In the UK, this approach was best represented in the 'Roads for Prosperity' White Paper
(Department of Transport, 1989), where over 500 new road schemes were proposed in 'support'
of the economy and to cater for predicted traffic growth (Headicar, 2009). Though the policy
discourse has changed markedly since, with almost all transport strategies internationally now
being centred on sustainability aspirations, the implementation and investment programmes
are still very much roads-focused. Many of the road schemes mentioned in 'Roads for
Prosperity' were constructed in the following years in the UK, with 'sustainable transport'
being interpreted as the maintenance of existing levels of mobility, with lower levels of delay
and congestion. With almost every change of Secretary of State for Transport there is a
renewed call for a road-building programme, and often investment follows.

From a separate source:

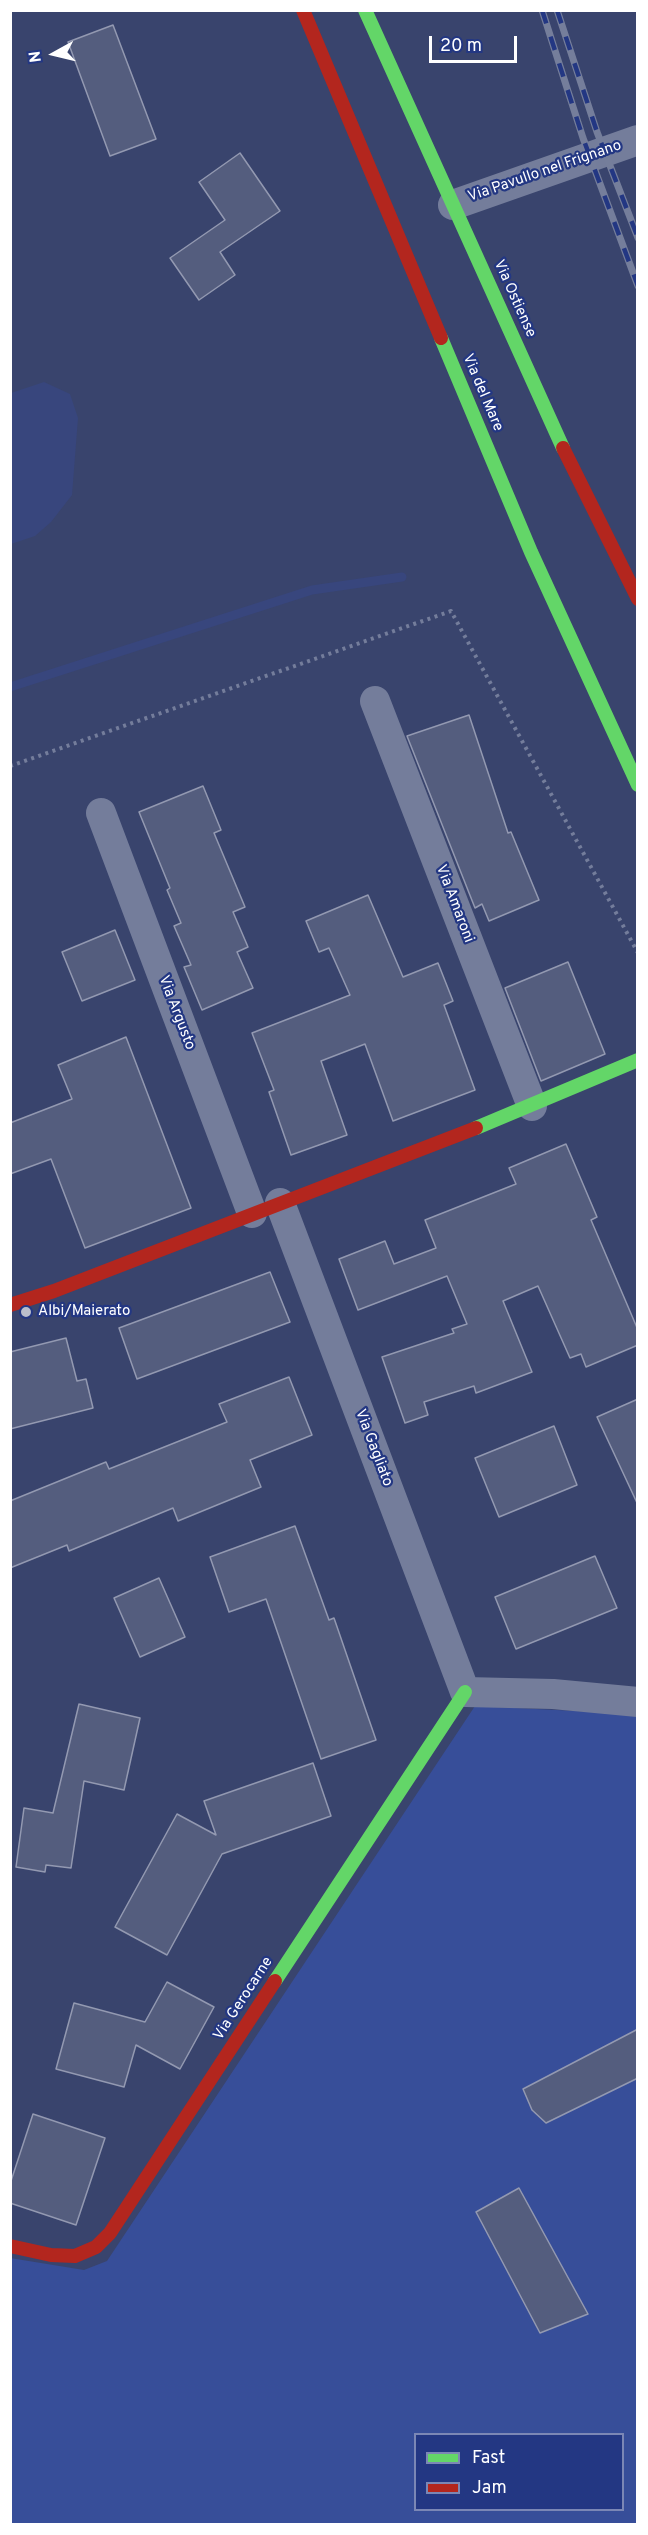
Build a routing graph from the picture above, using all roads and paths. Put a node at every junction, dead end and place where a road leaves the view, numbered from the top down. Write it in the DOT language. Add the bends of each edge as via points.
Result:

Policy has thus been self-fulfilling. Transport analysis needs to be understood within the
framework of promoting car-based transport (at least in recent history), with the 'socio-
technical systems' reinforcing themselves through positive feedback loops and increasing
returns ( Figure 2.10 ). The socio-technical regime 'organises' the practices, the routines, the
competences and materialities of travel behaviours, all of which create the varied patterns of
movements. This system is being continuously reproduced. Individual interventions, for
example through network investments or urban development, only usually lead to small changes
and modifications in aggregate travel. The 'socio-technical transition' (the system of change)
hence includes a number of dimensions, including user practices, institutions, financial rules
and regulations, infrastructures, vehicle and artefact, industry structure, and cultural and
symbolic meanings (Geels, 2002; Geels and Schot, 2007).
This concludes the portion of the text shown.